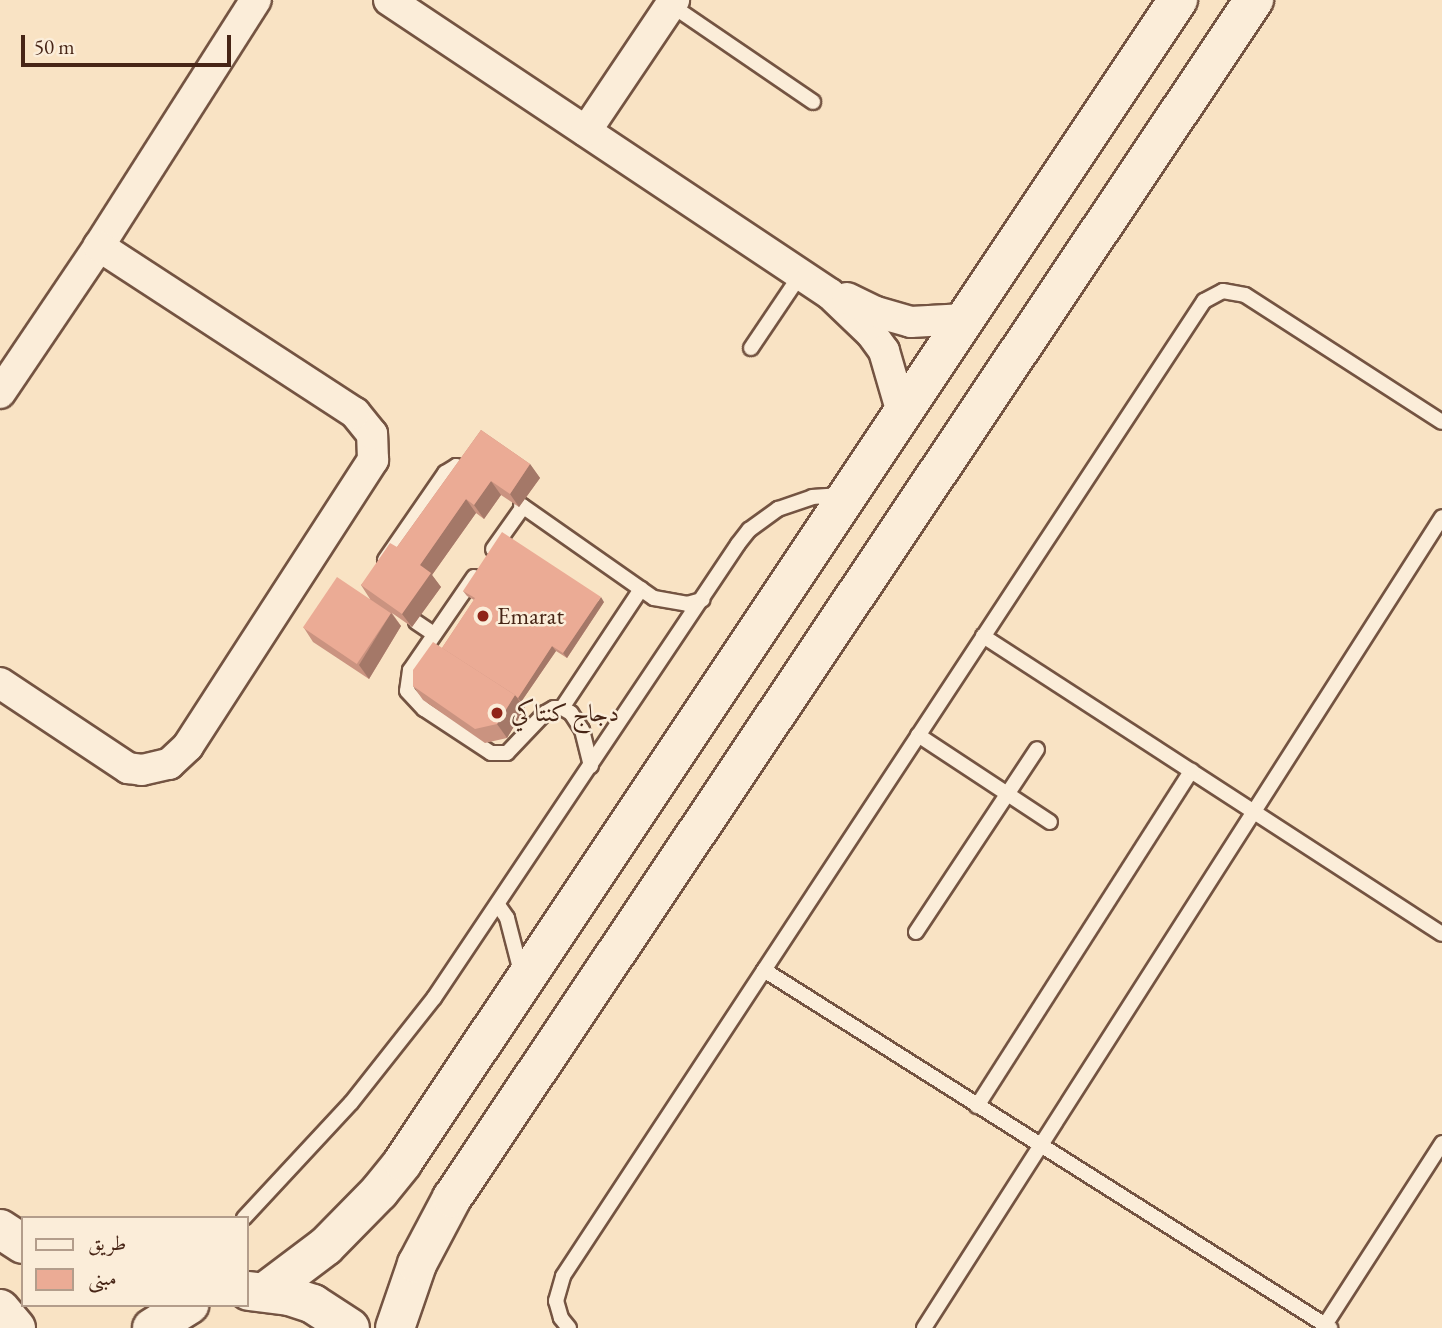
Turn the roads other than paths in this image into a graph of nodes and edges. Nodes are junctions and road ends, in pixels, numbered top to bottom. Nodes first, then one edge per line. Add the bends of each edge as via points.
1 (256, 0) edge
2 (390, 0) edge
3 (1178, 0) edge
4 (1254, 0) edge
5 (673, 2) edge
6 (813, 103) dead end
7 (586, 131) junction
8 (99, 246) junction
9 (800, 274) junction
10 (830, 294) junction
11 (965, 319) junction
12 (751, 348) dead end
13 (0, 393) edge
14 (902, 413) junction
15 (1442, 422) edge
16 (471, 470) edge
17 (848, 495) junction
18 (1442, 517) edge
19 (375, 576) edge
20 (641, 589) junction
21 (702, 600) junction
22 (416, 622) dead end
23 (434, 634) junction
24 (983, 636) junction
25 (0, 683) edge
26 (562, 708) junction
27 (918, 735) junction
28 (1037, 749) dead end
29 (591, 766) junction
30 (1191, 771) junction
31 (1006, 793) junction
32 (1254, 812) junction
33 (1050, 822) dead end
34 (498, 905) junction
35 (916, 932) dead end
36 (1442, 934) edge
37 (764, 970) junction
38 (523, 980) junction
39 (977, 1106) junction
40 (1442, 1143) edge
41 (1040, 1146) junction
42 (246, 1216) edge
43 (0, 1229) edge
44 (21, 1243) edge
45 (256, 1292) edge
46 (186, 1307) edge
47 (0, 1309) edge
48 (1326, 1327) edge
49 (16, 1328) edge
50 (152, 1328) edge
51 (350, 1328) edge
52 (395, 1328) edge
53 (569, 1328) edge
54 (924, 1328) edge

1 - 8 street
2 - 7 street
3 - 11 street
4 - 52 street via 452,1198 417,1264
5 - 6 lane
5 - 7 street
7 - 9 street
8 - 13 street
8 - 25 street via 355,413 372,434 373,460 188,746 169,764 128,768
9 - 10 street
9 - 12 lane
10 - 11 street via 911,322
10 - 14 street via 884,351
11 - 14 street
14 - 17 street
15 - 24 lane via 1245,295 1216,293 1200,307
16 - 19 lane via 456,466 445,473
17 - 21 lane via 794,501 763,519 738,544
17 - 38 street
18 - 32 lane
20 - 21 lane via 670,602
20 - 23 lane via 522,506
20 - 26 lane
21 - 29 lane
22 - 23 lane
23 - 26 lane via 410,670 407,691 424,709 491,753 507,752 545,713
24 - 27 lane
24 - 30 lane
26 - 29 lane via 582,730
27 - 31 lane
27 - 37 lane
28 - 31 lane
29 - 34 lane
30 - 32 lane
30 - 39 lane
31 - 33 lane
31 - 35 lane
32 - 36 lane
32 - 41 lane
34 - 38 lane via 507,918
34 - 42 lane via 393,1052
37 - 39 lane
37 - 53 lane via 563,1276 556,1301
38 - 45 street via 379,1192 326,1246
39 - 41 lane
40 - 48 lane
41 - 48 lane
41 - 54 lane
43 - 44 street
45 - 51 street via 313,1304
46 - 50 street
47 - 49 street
++++++++++
Try it. Please copy out each line of the listing above that contains the string "dead".

Exercise result.
6 (813, 103) dead end
12 (751, 348) dead end
22 (416, 622) dead end
28 (1037, 749) dead end
33 (1050, 822) dead end
35 (916, 932) dead end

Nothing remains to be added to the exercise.